Your objective:
Output the line with "index dip: (267, 283)" and every following line to the end of the material, exactly as they appear.

═════ Material for the task ═════

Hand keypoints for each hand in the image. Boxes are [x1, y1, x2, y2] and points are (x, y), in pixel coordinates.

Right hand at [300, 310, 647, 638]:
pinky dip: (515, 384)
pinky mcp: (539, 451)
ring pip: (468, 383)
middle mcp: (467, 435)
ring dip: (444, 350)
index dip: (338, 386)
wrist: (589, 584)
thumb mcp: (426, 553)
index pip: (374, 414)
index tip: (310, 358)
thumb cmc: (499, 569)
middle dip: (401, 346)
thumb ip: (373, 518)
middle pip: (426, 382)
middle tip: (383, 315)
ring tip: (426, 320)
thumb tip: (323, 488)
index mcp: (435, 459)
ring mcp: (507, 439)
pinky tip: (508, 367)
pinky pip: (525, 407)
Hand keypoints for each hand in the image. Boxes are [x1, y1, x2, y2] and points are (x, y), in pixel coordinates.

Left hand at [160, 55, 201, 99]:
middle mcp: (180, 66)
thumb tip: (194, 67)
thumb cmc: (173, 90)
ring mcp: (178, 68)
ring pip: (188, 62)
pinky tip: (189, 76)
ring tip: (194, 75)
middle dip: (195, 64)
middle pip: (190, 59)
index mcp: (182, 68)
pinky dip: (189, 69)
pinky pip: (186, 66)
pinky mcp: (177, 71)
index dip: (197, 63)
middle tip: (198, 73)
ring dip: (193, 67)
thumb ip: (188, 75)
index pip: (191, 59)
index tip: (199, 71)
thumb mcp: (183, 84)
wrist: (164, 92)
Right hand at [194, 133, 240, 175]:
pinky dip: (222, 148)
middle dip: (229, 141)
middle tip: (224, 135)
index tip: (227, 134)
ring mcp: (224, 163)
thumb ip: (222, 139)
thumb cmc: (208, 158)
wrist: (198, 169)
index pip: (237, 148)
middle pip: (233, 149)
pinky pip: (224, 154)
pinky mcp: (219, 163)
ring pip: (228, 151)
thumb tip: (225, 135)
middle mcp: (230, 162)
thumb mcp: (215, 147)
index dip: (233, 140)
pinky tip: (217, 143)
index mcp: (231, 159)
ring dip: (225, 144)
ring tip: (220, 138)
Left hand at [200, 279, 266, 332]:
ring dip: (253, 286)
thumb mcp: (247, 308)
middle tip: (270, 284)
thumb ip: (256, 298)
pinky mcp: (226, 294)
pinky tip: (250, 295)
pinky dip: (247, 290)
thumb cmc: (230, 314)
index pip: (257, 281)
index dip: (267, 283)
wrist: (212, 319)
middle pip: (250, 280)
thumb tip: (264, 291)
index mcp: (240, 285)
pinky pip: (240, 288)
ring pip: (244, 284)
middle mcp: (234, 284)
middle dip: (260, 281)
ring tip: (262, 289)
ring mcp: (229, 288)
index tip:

═════

Your response:
index dip: (267, 283)
wrist: (212, 319)
middle pip: (250, 280)
thumb tip: (264, 291)
index mcp: (240, 285)
pinky pip: (240, 288)
ring pip: (244, 284)
middle mcp: (234, 284)
middle dip: (260, 281)
ring tip: (262, 289)
ring mcp: (229, 288)
index tip:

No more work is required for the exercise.